> What is expected
This exercise calls for every record to be returned exactly, with pictures removed.

[[ Records for the task, beginning ]]

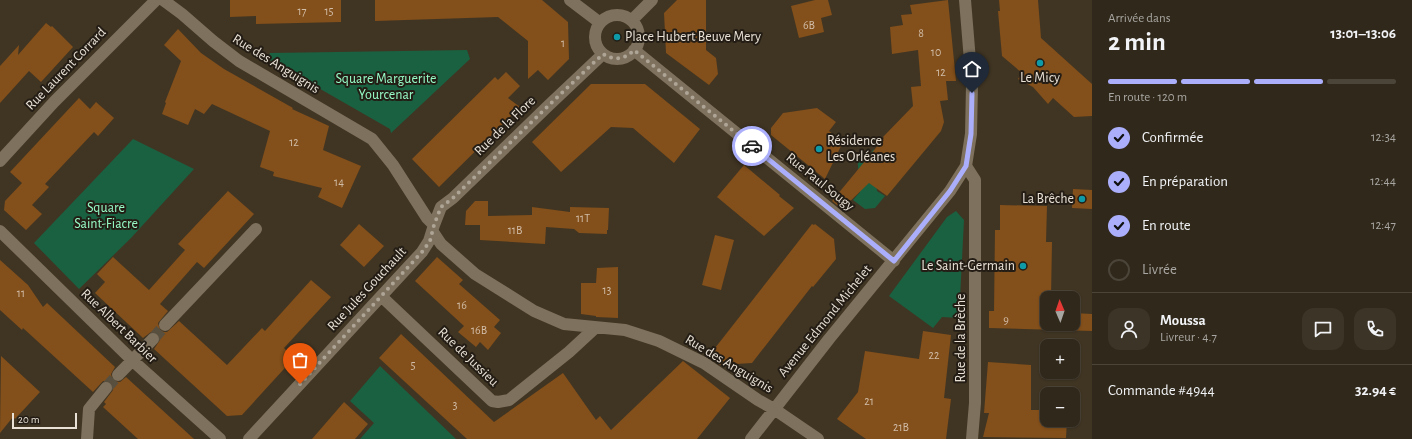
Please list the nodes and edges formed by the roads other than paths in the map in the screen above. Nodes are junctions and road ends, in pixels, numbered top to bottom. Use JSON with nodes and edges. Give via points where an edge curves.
{"nodes":[{"id":1,"x":156,"y":0,"type":"edge"},
{"id":2,"x":163,"y":0,"type":"edge"},
{"id":3,"x":570,"y":0,"type":"edge"},
{"id":4,"x":652,"y":0,"type":"edge"},
{"id":5,"x":965,"y":0,"type":"edge"},
{"id":6,"x":632,"y":20,"type":"junction"},
{"id":7,"x":599,"y":22,"type":"junction"},
{"id":8,"x":634,"y":50,"type":"junction"},
{"id":9,"x":603,"y":54,"type":"junction"},
{"id":10,"x":0,"y":161,"type":"edge"},
{"id":11,"x":966,"y":166,"type":"junction"},
{"id":12,"x":434,"y":228,"type":"junction"},
{"id":13,"x":256,"y":229,"type":"dead end"},
{"id":14,"x":0,"y":231,"type":"edge"},
{"id":15,"x":894,"y":261,"type":"junction"},
{"id":16,"x":381,"y":296,"type":"junction"},
{"id":17,"x":165,"y":325,"type":"tunnel mouth"},
{"id":18,"x":595,"y":328,"type":"junction"},
{"id":19,"x":153,"y":339,"type":"tunnel mouth"},
{"id":20,"x":133,"y":361,"type":"junction"},
{"id":21,"x":118,"y":375,"type":"tunnel mouth"},
{"id":22,"x":106,"y":388,"type":"tunnel mouth"},
{"id":23,"x":774,"y":409,"type":"junction"},
{"id":24,"x":814,"y":438,"type":"edge"},
{"id":25,"x":87,"y":439,"type":"edge"},
{"id":26,"x":220,"y":439,"type":"edge"},
{"id":27,"x":249,"y":439,"type":"edge"},
{"id":28,"x":751,"y":439,"type":"edge"},
{"id":29,"x":972,"y":439,"type":"edge"}],
"edges":[{"from":1,"to":10,"type":"street","name":"Rue Laurent Corrard","via":[[54,102]]},
{"from":2,"to":12,"type":"street","name":"Rue des Anguignis","via":[[239,61],[372,139],[393,165]]},
{"from":3,"to":7,"type":"street"},
{"from":4,"to":6,"type":"street"},
{"from":5,"to":11,"type":"street","via":[[972,85],[971,134]]},
{"from":6,"to":7,"type":"street","via":[[619,14],[605,17]]},
{"from":6,"to":8,"type":"street","via":[[639,38]]},
{"from":7,"to":9,"type":"street","via":[[594,36],[595,43]]},
{"from":8,"to":9,"type":"street","via":[[623,58],[616,59]]},
{"from":8,"to":15,"type":"street","name":"Rue Paul Sougy"},
{"from":9,"to":12,"type":"street","name":"Rue de la Flore","via":[[441,207]]},
{"from":11,"to":15,"type":"street","name":"Avenue Edmond Michelet","via":[[950,191]]},
{"from":11,"to":29,"type":"street","name":"Rue de la Brèche","via":[[975,180],[975,396]]},
{"from":12,"to":16,"type":"street","name":"Rue Jules Gouchault","via":[[430,241],[422,252]]},
{"from":12,"to":18,"type":"street","name":"Rue des Anguignis","via":[[442,244],[475,274],[534,311],[564,324]]},
{"from":13,"to":17,"type":"street"},
{"from":14,"to":20,"type":"street","name":"Rue Albert Barbier"},
{"from":15,"to":23,"type":"street","name":"Avenue Edmond Michelet"},
{"from":16,"to":18,"type":"street","name":"Rue de Jussieu","via":[[492,401],[498,402],[509,400]]},
{"from":16,"to":27,"type":"street","name":"Rue Jules Gouchault"},
{"from":18,"to":23,"type":"street","name":"Rue des Anguignis","via":[[625,330],[659,340],[704,363]]},
{"from":19,"to":20,"type":"street"},
{"from":20,"to":21,"type":"street"},
{"from":20,"to":26,"type":"street","name":"Rue Albert Barbier"},
{"from":22,"to":25,"type":"street","via":[[89,409]]},
{"from":23,"to":24,"type":"street","name":"Rue des Anguignis"},
{"from":23,"to":28,"type":"street","name":"Avenue Edmond Michelet"}]}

[[ Records for the task, end ]]

> Result below
Please list the nodes and edges formed by the roads other than paths in the map in the screen above. Nodes are junctions and road ends, in pixels, numbered top to bottom. Use JSON with nodes and edges. Give via points where an edge curves.
{"nodes":[{"id":1,"x":156,"y":0,"type":"edge"},
{"id":2,"x":163,"y":0,"type":"edge"},
{"id":3,"x":570,"y":0,"type":"edge"},
{"id":4,"x":652,"y":0,"type":"edge"},
{"id":5,"x":965,"y":0,"type":"edge"},
{"id":6,"x":632,"y":20,"type":"junction"},
{"id":7,"x":599,"y":22,"type":"junction"},
{"id":8,"x":634,"y":50,"type":"junction"},
{"id":9,"x":603,"y":54,"type":"junction"},
{"id":10,"x":0,"y":161,"type":"edge"},
{"id":11,"x":966,"y":166,"type":"junction"},
{"id":12,"x":434,"y":228,"type":"junction"},
{"id":13,"x":256,"y":229,"type":"dead end"},
{"id":14,"x":0,"y":231,"type":"edge"},
{"id":15,"x":894,"y":261,"type":"junction"},
{"id":16,"x":381,"y":296,"type":"junction"},
{"id":17,"x":165,"y":325,"type":"tunnel mouth"},
{"id":18,"x":595,"y":328,"type":"junction"},
{"id":19,"x":153,"y":339,"type":"tunnel mouth"},
{"id":20,"x":133,"y":361,"type":"junction"},
{"id":21,"x":118,"y":375,"type":"tunnel mouth"},
{"id":22,"x":106,"y":388,"type":"tunnel mouth"},
{"id":23,"x":774,"y":409,"type":"junction"},
{"id":24,"x":814,"y":438,"type":"edge"},
{"id":25,"x":87,"y":439,"type":"edge"},
{"id":26,"x":220,"y":439,"type":"edge"},
{"id":27,"x":249,"y":439,"type":"edge"},
{"id":28,"x":751,"y":439,"type":"edge"},
{"id":29,"x":972,"y":439,"type":"edge"}],
"edges":[{"from":1,"to":10,"type":"street","name":"Rue Laurent Corrard","via":[[54,102]]},
{"from":2,"to":12,"type":"street","name":"Rue des Anguignis","via":[[239,61],[372,139],[393,165]]},
{"from":3,"to":7,"type":"street"},
{"from":4,"to":6,"type":"street"},
{"from":5,"to":11,"type":"street","via":[[972,85],[971,134]]},
{"from":6,"to":7,"type":"street","via":[[619,14],[605,17]]},
{"from":6,"to":8,"type":"street","via":[[639,38]]},
{"from":7,"to":9,"type":"street","via":[[594,36],[595,43]]},
{"from":8,"to":9,"type":"street","via":[[623,58],[616,59]]},
{"from":8,"to":15,"type":"street","name":"Rue Paul Sougy"},
{"from":9,"to":12,"type":"street","name":"Rue de la Flore","via":[[441,207]]},
{"from":11,"to":15,"type":"street","name":"Avenue Edmond Michelet","via":[[950,191]]},
{"from":11,"to":29,"type":"street","name":"Rue de la Brèche","via":[[975,180],[975,396]]},
{"from":12,"to":16,"type":"street","name":"Rue Jules Gouchault","via":[[430,241],[422,252]]},
{"from":12,"to":18,"type":"street","name":"Rue des Anguignis","via":[[442,244],[475,274],[534,311],[564,324]]},
{"from":13,"to":17,"type":"street"},
{"from":14,"to":20,"type":"street","name":"Rue Albert Barbier"},
{"from":15,"to":23,"type":"street","name":"Avenue Edmond Michelet"},
{"from":16,"to":18,"type":"street","name":"Rue de Jussieu","via":[[492,401],[498,402],[509,400]]},
{"from":16,"to":27,"type":"street","name":"Rue Jules Gouchault"},
{"from":18,"to":23,"type":"street","name":"Rue des Anguignis","via":[[625,330],[659,340],[704,363]]},
{"from":19,"to":20,"type":"street"},
{"from":20,"to":21,"type":"street"},
{"from":20,"to":26,"type":"street","name":"Rue Albert Barbier"},
{"from":22,"to":25,"type":"street","via":[[89,409]]},
{"from":23,"to":24,"type":"street","name":"Rue des Anguignis"},
{"from":23,"to":28,"type":"street","name":"Avenue Edmond Michelet"}]}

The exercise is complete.